Molti partecipanti sudavano, tremavano, piangevano. Alcuni imploravano di poter smettere. Ma non si fermavano. La presenza dell’autorità – silenziosa, calma, legittima – bastava a sospendere il giudizio morale e ad attivare la mano sul bottone.

“Stavo solo eseguendo gli ordini”

Milgram spiegò questo comportamento con il fenomeno della deresponsabilizzazione: quando una figura percepita come autorevole prende il comando, la responsabilità individuale si dissolve. “Non è colpa mia, sto solo facendo il mio dovere.”

Suona familiare?

L’esperimento fu ideato nel contesto del processo a Adolf Eichmann, l’uomo che organizzò la logistica dello sterminio nazista e che, al banco degli imputati, dichiarò semplicemente: “Obbedivo agli ordini.”

All’epoca, l’opinione pubblica amava pensare che Eichmann fosse un mostro, un’anomalia del genere umano. Ma Milgram pose la domanda più scomoda di tutte: siamo davvero così diversi?

Il lato oscuro delle brave persone

E se questo ancora non ti basta, c’è di peggio. Una variante moderna dell’esperimento, pubblicata nel Journal of Personality (Bègue et al., 2015), ha mostrato che le persone più inclini a obbedire fino in fondo non sono i sadici o i ribelli. Sono i “coscienziosi”, i “gentili”, i “rispettosi”. Quelli che fanno sempre ciò che viene loro chiesto. Che rispettano le regole. Che salutano con un sorriso.
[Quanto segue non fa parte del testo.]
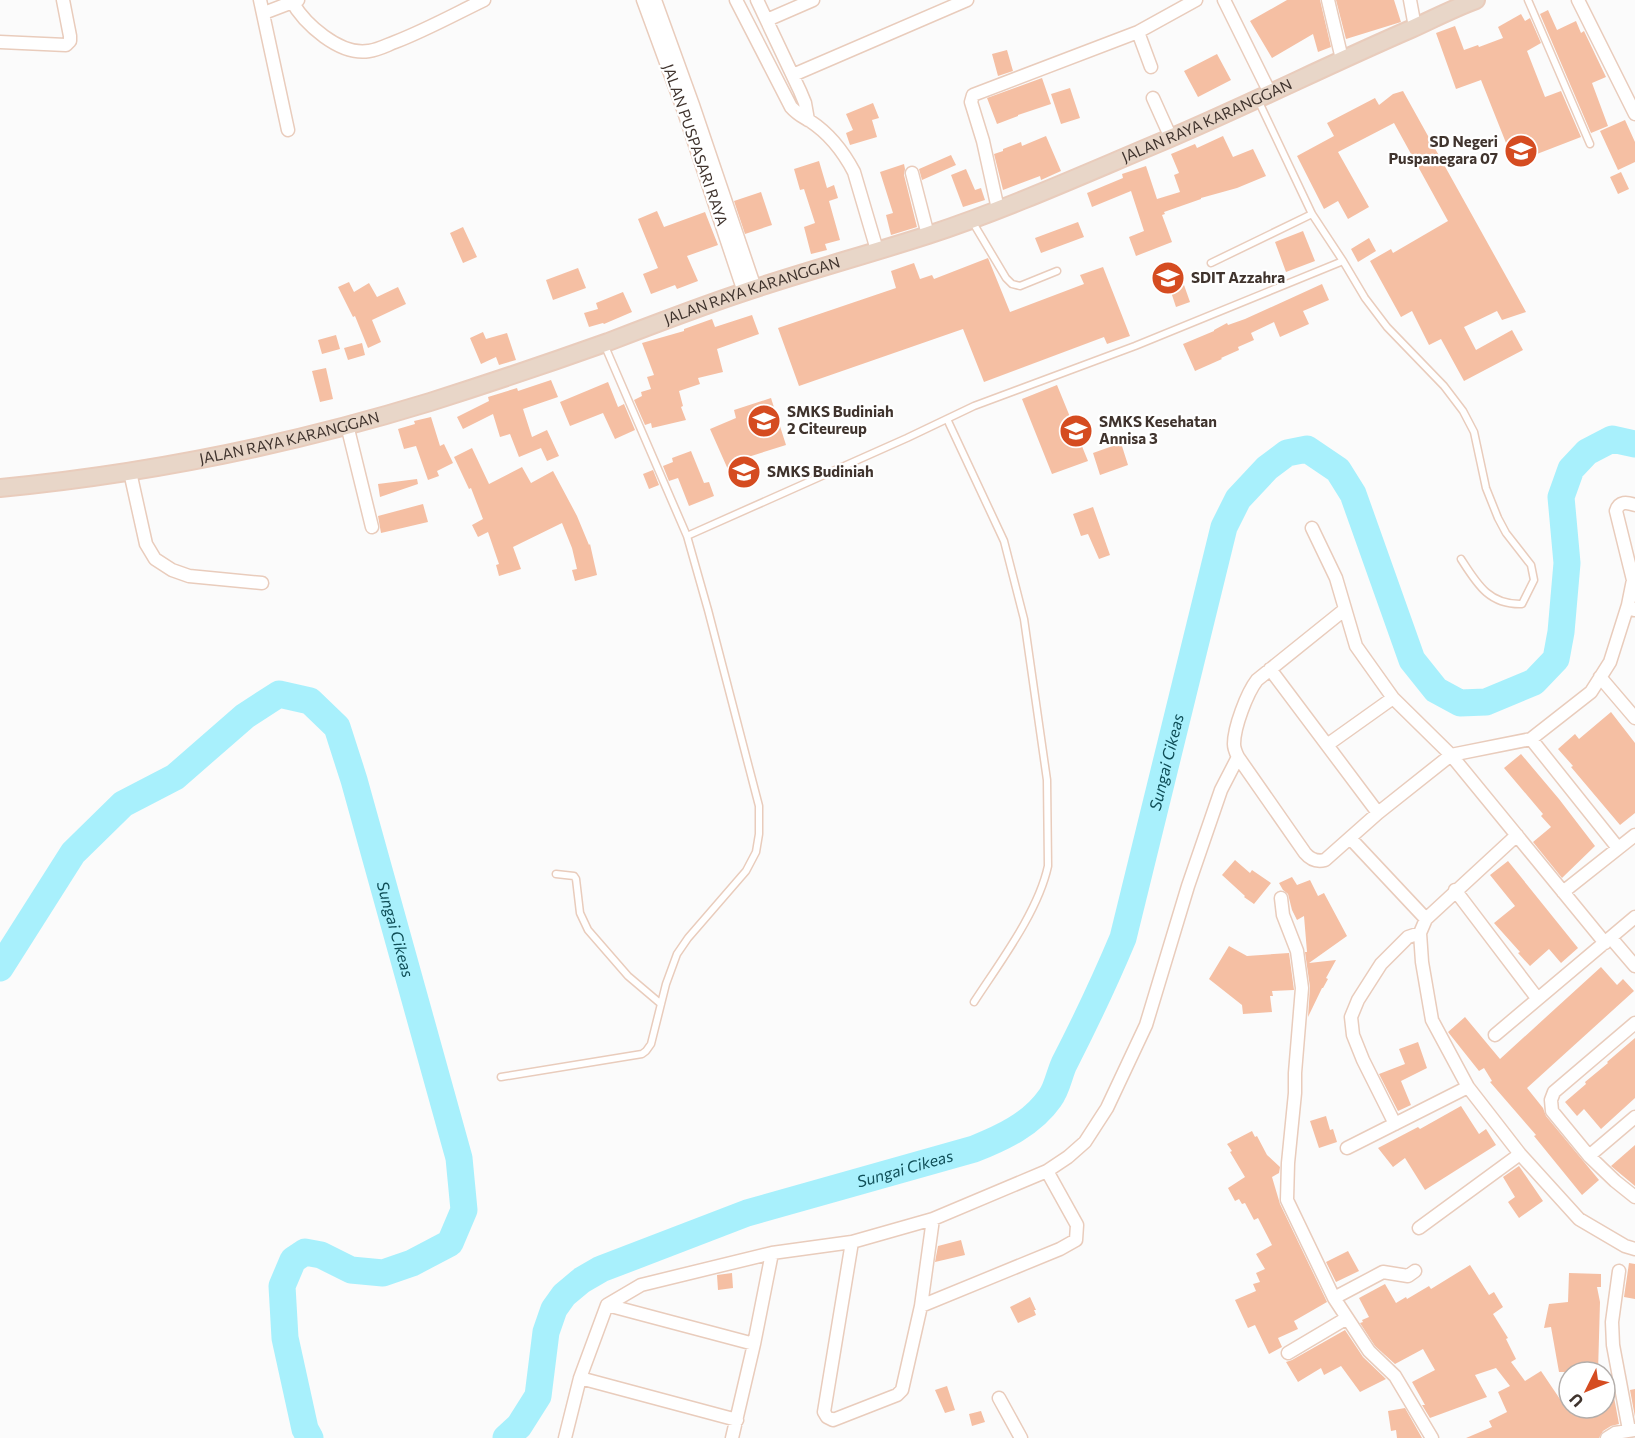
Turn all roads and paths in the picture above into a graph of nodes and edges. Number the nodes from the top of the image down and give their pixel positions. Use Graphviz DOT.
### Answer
graph roads {
  1 [pos="63,0"];
  2 [pos="260,0"];
  3 [pos="484,0"];
  4 [pos="643,0"];
  5 [pos="655,0"];
  6 [pos="736,0"];
  7 [pos="757,0"];
  8 [pos="813,0"];
  9 [pos="966,0"];
  10 [pos="1196,0"];
  11 [pos="1224,0"];
  12 [pos="1328,0"];
  13 [pos="1410,0"];
  14 [pos="1476,0"];
  15 [pos="1528,0"];
  16 [pos="1578,0"];
  17 [pos="294,1"];
  18 [pos="938,6"];
  19 [pos="264,13"];
  20 [pos="767,20"];
  21 [pos="1415,27"];
  22 [pos="1138,32"];
  23 [pos="0,42"];
  24 [pos="1342,59"];
  25 [pos="1151,67"];
  26 [pos="793,75"];
  27 [pos="1264,96"];
  28 [pos="1153,98"];
  29 [pos="1635,114"];
  30 [pos="808,120"];
  31 [pos="288,130"];
  32 [pos="1171,138"];
  33 [pos="1590,144"];
  34 [pos="912,173"];
  35 [pos="998,209"];
  36 [pos="1312,214"];
  37 [pos="971,219"];
  38 [pos="928,235"];
  39 [pos="877,250"];
  40 [pos="1343,261"];
  41 [pos="1211,262"];
  42 [pos="1057,271"];
  43 [pos="749,290"];
  44 [pos="604,343"];
  45 [pos="947,419"];
  46 [pos="347,425"];
  47 [pos="130,472"];
  48 [pos="0,488"];
  49 [pos="1635,505"];
  50 [pos="372,527"];
  51 [pos="1312,528"];
  52 [pos="687,536"];
  53 [pos="1461,558"];
  54 [pos="1634,581"];
  55 [pos="262,583"];
  56 [pos="1632,608"];
  57 [pos="1344,610"];
  58 [pos="1270,669"];
  59 [pos="1600,677"];
  60 [pos="1393,698"];
  61 [pos="1635,718"];
  62 [pos="1532,739"];
  63 [pos="1327,745"];
  64 [pos="1451,755"];
  65 [pos="1238,757"];
  66 [pos="1378,813"];
  67 [pos="1517,835"];
  68 [pos="1635,835"];
  69 [pos="1350,838"];
  70 [pos="1618,848"];
  71 [pos="556,874"];
  72 [pos="1455,890"];
  73 [pos="1563,892"];
  74 [pos="1281,898"];
  75 [pos="1635,917"];
  76 [pos="1426,919"];
  77 [pos="1420,933"];
  78 [pos="1608,941"];
  79 [pos="1635,966"];
  80 [pos="1537,998"];
  81 [pos="974,1002"];
  82 [pos="661,1004"];
  83 [pos="1635,1023"];
  84 [pos="1495,1035"];
  85 [pos="501,1077"];
  86 [pos="1468,1087"];
  87 [pos="1635,1117"];
  88 [pos="1395,1124"];
  89 [pos="1347,1148"];
  90 [pos="1521,1154"];
  91 [pos="1589,1156"];
  92 [pos="1047,1171"];
  93 [pos="1635,1197"];
  94 [pos="933,1219"];
  95 [pos="1419,1228"];
  96 [pos="852,1242"];
  97 [pos="1635,1249"];
  98 [pos="772,1253"];
  99 [pos="1415,1271"];
  100 [pos="1619,1271"];
  101 [pos="1334,1298"];
  102 [pos="608,1305"];
  103 [pos="921,1306"];
  104 [pos="1347,1318"];
  105 [pos="754,1344"];
  106 [pos="1288,1353"];
  107 [pos="580,1378"];
  108 [pos="999,1398"];
  109 [pos="737,1420"];
  110 [pos="1632,1430"];
  111 [pos="565,1438"];
  112 [pos="732,1438"];
  113 [pos="1021,1438"];
  114 [pos="1432,1438"];
  115 [pos="1607,1438"];
  1 -- 23 [label="street"];
  2 -- 19 [label="street"];
  3 -- 17 [label="street"];
  4 -- 43 [label="street, JALAN PUSPASARI RAYA"];
  5 -- 43 [label="street, JALAN PUSPASARI RAYA"];
  6 -- 30 [label="street"];
  7 -- 20 [label="street"];
  8 -- 20 [label="street"];
  9 -- 18 [label="street"];
  10 -- 22 [label="street"];
  11 -- 27 [label="street"];
  12 -- 24 [label="street"];
  13 -- 21 [label="street"];
  14 -- 21 [label="street, JALAN RAYA KARANGGAN"];
  15 -- 33 [label="lane"];
  16 -- 29 [label="street"];
  17 -- 19 [label="street"];
  18 -- 26 [label="street"];
  19 -- 31 [label="street"];
  20 -- 26 [label="street"];
  21 -- 24 [label="street, JALAN RAYA KARANGGAN"];
  22 -- 25 [label="street"];
  22 -- 35 [label="street"];
  24 -- 27 [label="street, JALAN RAYA KARANGGAN"];
  26 -- 30 [label="street"];
  27 -- 32 [label="street, JALAN RAYA KARANGGAN"];
  27 -- 36 [label="lane"];
  28 -- 32 [label="street"];
  30 -- 39 [label="street"];
  32 -- 35 [label="street, JALAN RAYA KARANGGAN"];
  34 -- 38 [label="street"];
  35 -- 37 [label="street, JALAN RAYA KARANGGAN"];
  36 -- 40 [label="lane"];
  36 -- 41 [label="lane"];
  37 -- 38 [label="street, JALAN RAYA KARANGGAN"];
  37 -- 42 [label="lane"];
  38 -- 39 [label="street, JALAN RAYA KARANGGAN"];
  39 -- 43 [label="street, JALAN RAYA KARANGGAN"];
  40 -- 45 [label="lane"];
  40 -- 53 [label="lane"];
  43 -- 44 [label="street, JALAN RAYA KARANGGAN"];
  44 -- 46 [label="street, JALAN RAYA KARANGGAN"];
  44 -- 52 [label="lane"];
  45 -- 52 [label="lane"];
  45 -- 81 [label="lane"];
  46 -- 47 [label="street, JALAN RAYA KARANGGAN"];
  46 -- 50 [label="street"];
  47 -- 48 [label="street, JALAN RAYA KARANGGAN"];
  47 -- 55 [label="street"];
  49 -- 54 [label="street"];
  51 -- 57 [label="street"];
  52 -- 82 [label="lane"];
  54 -- 56 [label="street"];
  56 -- 59 [label="street"];
  57 -- 58 [label="street"];
  57 -- 60 [label="street"];
  58 -- 63 [label="street"];
  58 -- 65 [label="street"];
  59 -- 61 [label="street"];
  59 -- 62 [label="street"];
  60 -- 63 [label="street"];
  60 -- 64 [label="street"];
  62 -- 64 [label="street"];
  62 -- 70 [label="street"];
  63 -- 66 [label="street"];
  64 -- 66 [label="street"];
  64 -- 67 [label="street"];
  65 -- 69 [label="street"];
  65 -- 92 [label="street"];
  66 -- 69 [label="street"];
  67 -- 72 [label="street"];
  67 -- 73 [label="street"];
  68 -- 70 [label="street"];
  69 -- 76 [label="street"];
  70 -- 73 [label="street"];
  71 -- 82 [label="lane"];
  72 -- 76 [label="street"];
  72 -- 80 [label="street"];
  73 -- 78 [label="street"];
  74 -- 101 [label="street"];
  75 -- 78 [label="street"];
  76 -- 77 [label="street"];
  77 -- 86 [label="street"];
  77 -- 88 [label="street"];
  78 -- 79 [label="street"];
  78 -- 80 [label="street"];
  80 -- 84 [label="street"];
  82 -- 85 [label="lane"];
  83 -- 91 [label="street"];
  86 -- 88 [label="street"];
  86 -- 90 [label="street"];
  87 -- 91 [label="street"];
  88 -- 89 [label="street"];
  90 -- 95 [label="street"];
  90 -- 97 [label="street"];
  91 -- 93 [label="street"];
  92 -- 94 [label="street"];
  92 -- 103 [label="street"];
  94 -- 96 [label="street"];
  94 -- 103 [label="street"];
  96 -- 98 [label="street"];
  96 -- 103 [label="street"];
  98 -- 102 [label="street"];
  98 -- 105 [label="street"];
  99 -- 101 [label="street"];
  100 -- 110 [label="street"];
  101 -- 104 [label="street"];
  102 -- 105 [label="street"];
  102 -- 107 [label="street"];
  104 -- 106 [label="street"];
  104 -- 114 [label="street"];
  105 -- 109 [label="street"];
  107 -- 109 [label="street"];
  107 -- 111 [label="street"];
  108 -- 113 [label="street"];
  109 -- 112 [label="street"];
  110 -- 115 [label="street"];
}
L’obbedienza non è una devianza. È una virtù. Ma una virtù che può trasformarsi in un’arma spietata.

E non serve tornare agli anni ’60 per vederlo. Durante la recente pandemia (2020–2021), anche in Italia abbiamo assistito a scene di odio sociale feroce, alimentato da una cieca fiducia in sedicenti autorità televisive. Persone comuni, educate e perbene si sono accanite contro chi non voleva vaccinarsi, arrivando ad augurare esclusione sociale, sofferenze e persino la morte. Non lo facevano per un odio ragionato. Lo facevano per obbedienza all’autorità.

Una riflessione necessaria (anche oggi)

Il lascito dell’esperimento di Milgram è un monito attualissimo. In un’epoca che idolatra l’efficienza, la disciplina, il rispetto delle gerarchie, la ricerca dell’ammirazione e dell’approvazione sociale, ci ricorda che l’etica non è un qualcosa che si può delegare. È qualcosa da ricercare nel nucleo più centrale ed intimo della propria coscienza, e da mettere in gioco a qualsiasi prezzo.

Perché il vero coraggio, oggi come allora, non è nell’obbedire. È nel sapere quando dire no. Ma questo coraggio non lo si può programmare o accendere a piacimento… è il risultato di uno sviluppo interno, di un lavoro interiore perseverante ed accurato

“La vera obbedienza non è quella che esegue senza pensare, ma quella che sa quando disobbedire.”

Anonimo (ma avrebbe potuto dirlo anche Milgram)

Per approfondire:

  • Milgram, Stanley (1974). Obedience to Authority: An Experimental View. Harper & Row.
  • Arendt, Hannah (1963). La banalità del male. Eichmann a Gerusalemme. Feltrinelli.
  • Bègue, L., Beauvois, J.-L., Courbet, D., Oberlé, D. (2015). Personality Predicts Obedience in a Milgram Paradigm, Journal of Personality, 83(3), 299–306.